■ EXERCISE PROMPT
From the records below, copy every line that contains the word "with".

■ Records drawn from a dataset

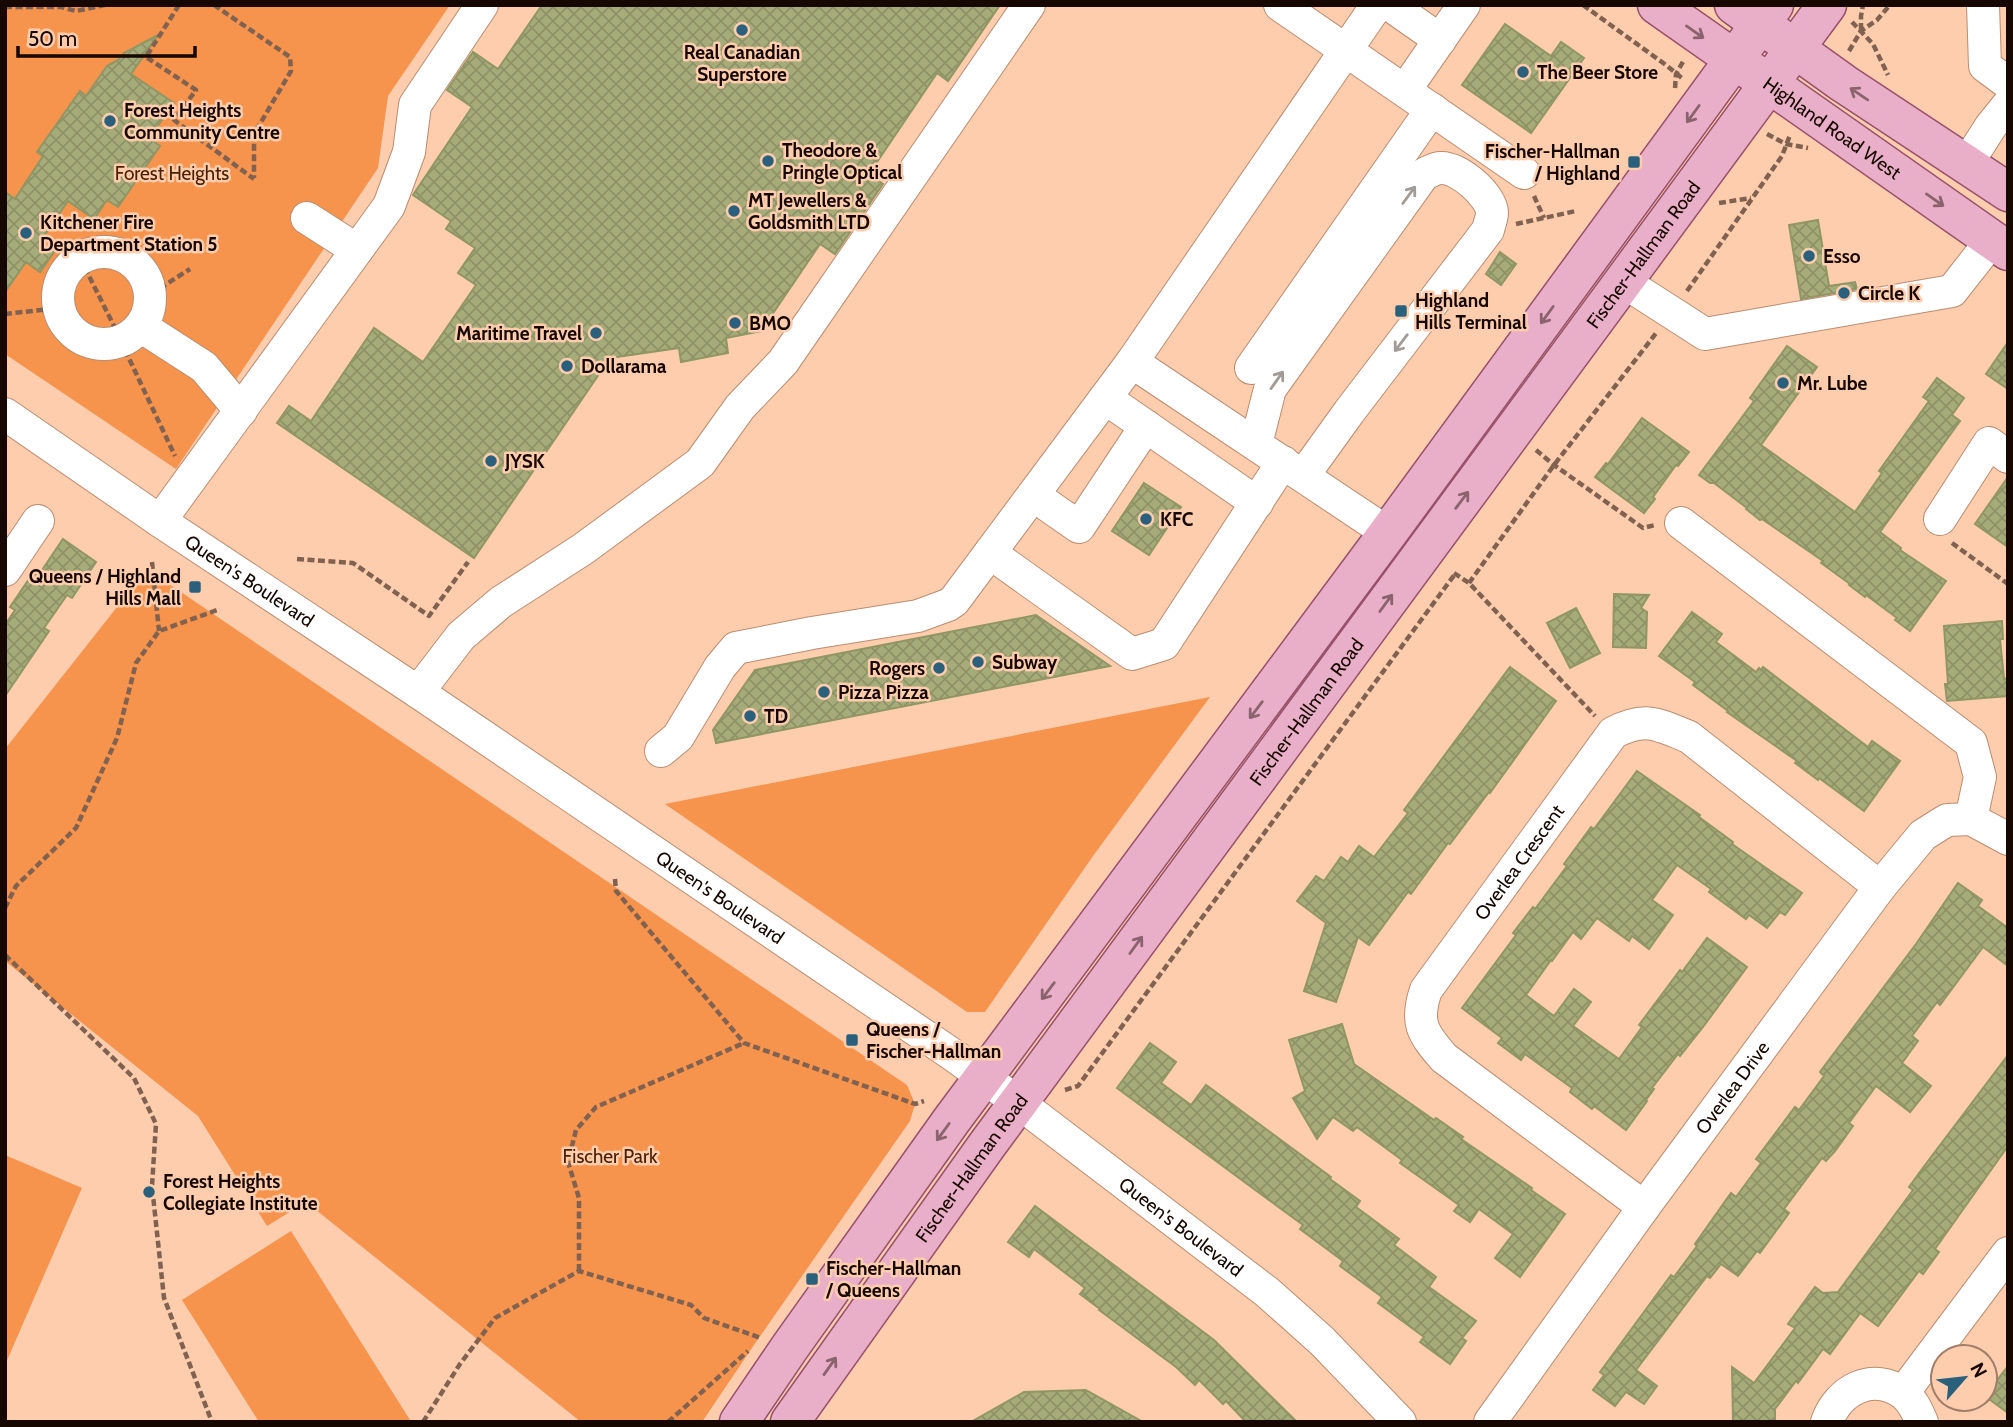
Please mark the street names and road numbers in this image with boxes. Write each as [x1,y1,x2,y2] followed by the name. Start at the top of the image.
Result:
[1759,72,1906,184] street label: Highland Road West
[1581,176,1705,333] street label: Fischer-Hallman Road
[181,529,319,631] street label: Queen's Boulevard
[1244,634,1368,790] street label: Fischer-Hallman Road
[1469,800,1569,924] street label: Overlea Crescent
[652,845,789,949] street label: Queen's Boulevard
[1690,1036,1774,1138] street label: Overlea Drive
[910,1089,1032,1247] street label: Fischer-Hallman Road
[1115,1172,1248,1281] street label: Queen's Boulevard

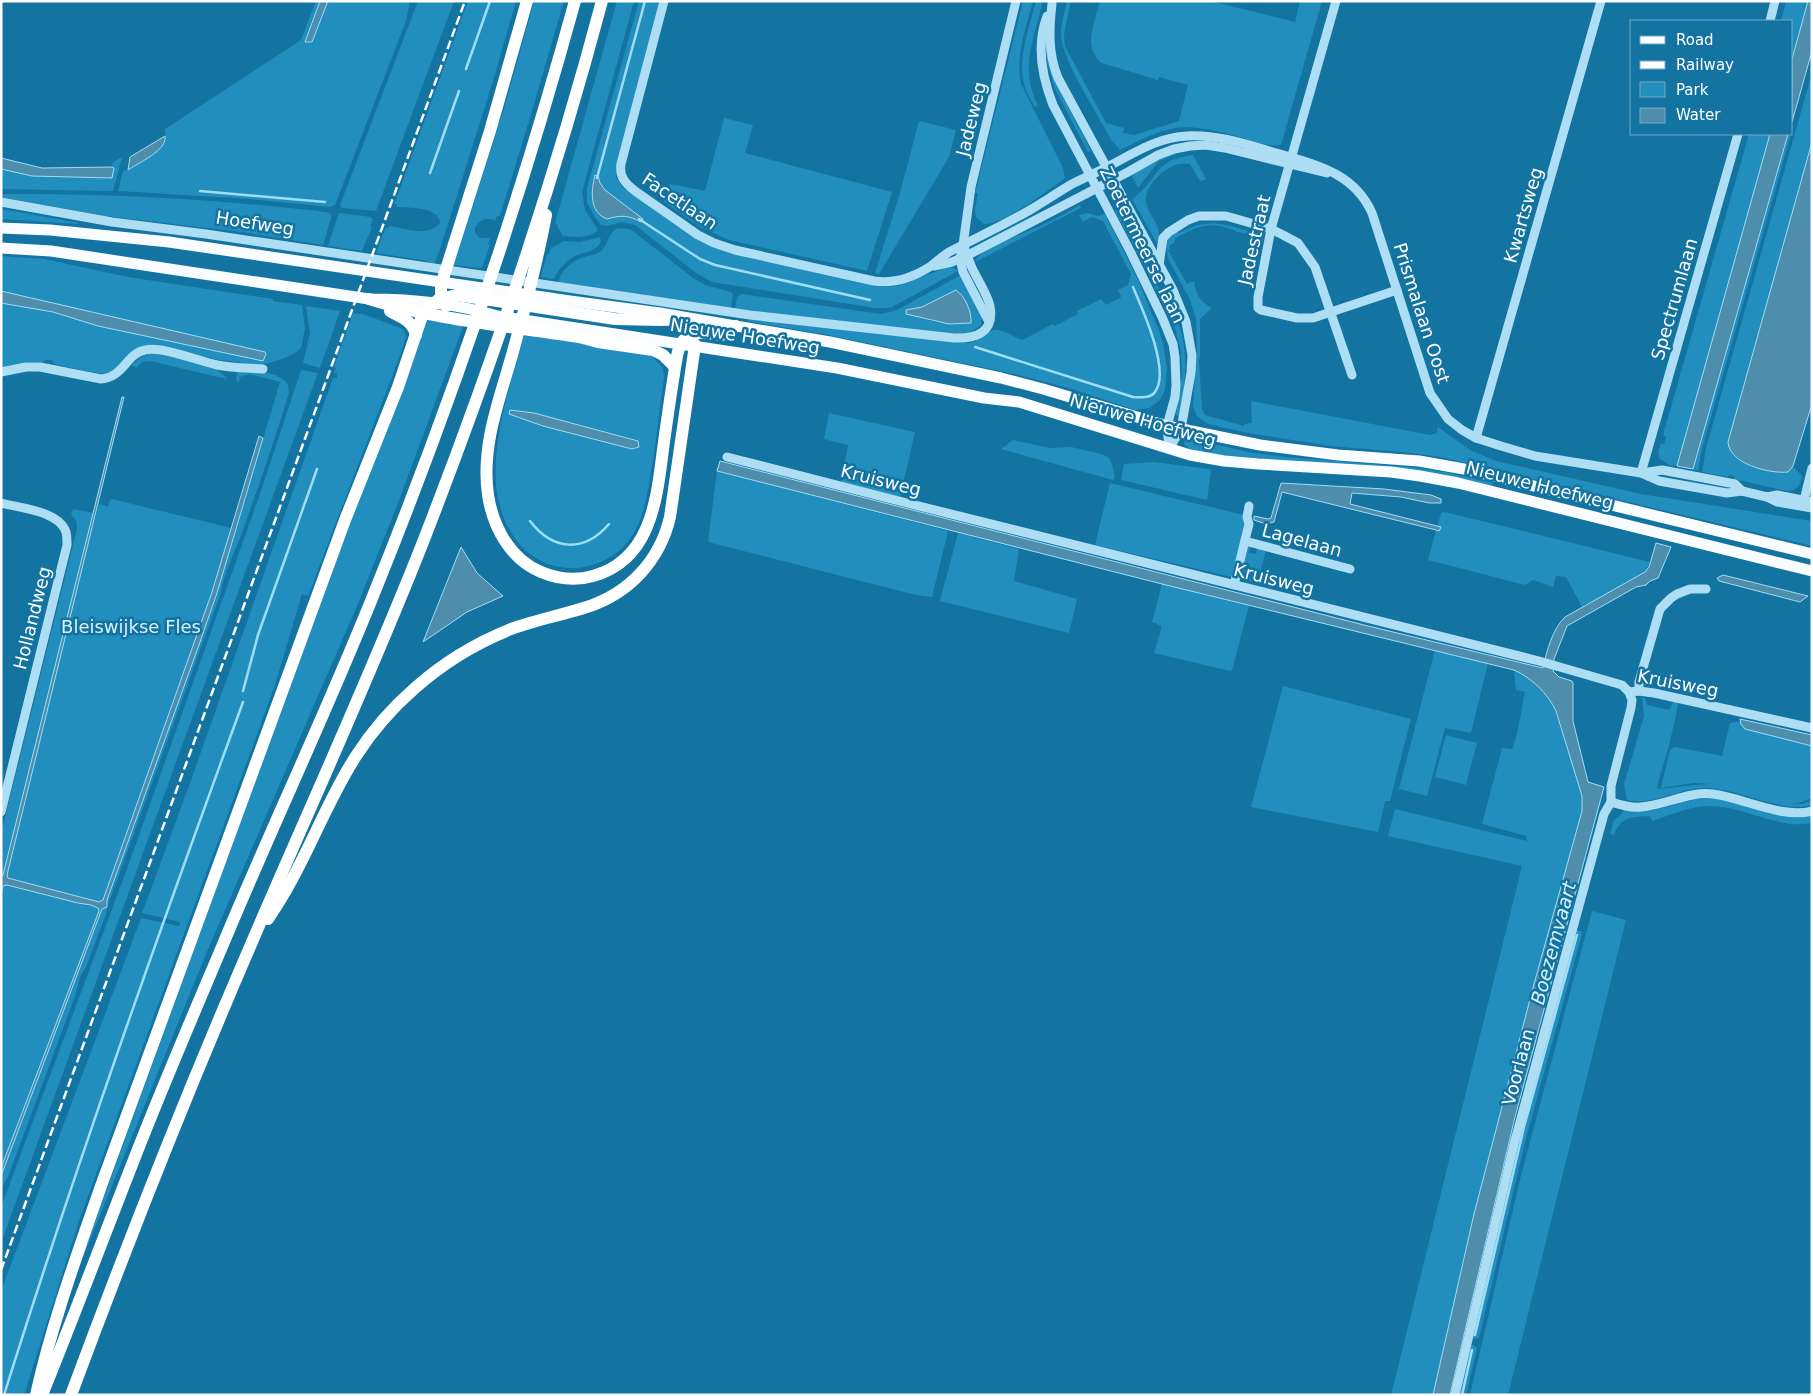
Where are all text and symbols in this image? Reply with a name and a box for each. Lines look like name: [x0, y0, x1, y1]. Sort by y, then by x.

■ RESPONSE FOR THIS EXERCISE
Please mark the street names and road numbers in this image with boxes. Write each as [x1,y1,x2,y2] followed by the name. Start at the top of the image.
Where are all text and symbols in this image? Reply with a name and a box for each. Lines look like name: [x0, y0, x1, y1]. Sort by y, then by x.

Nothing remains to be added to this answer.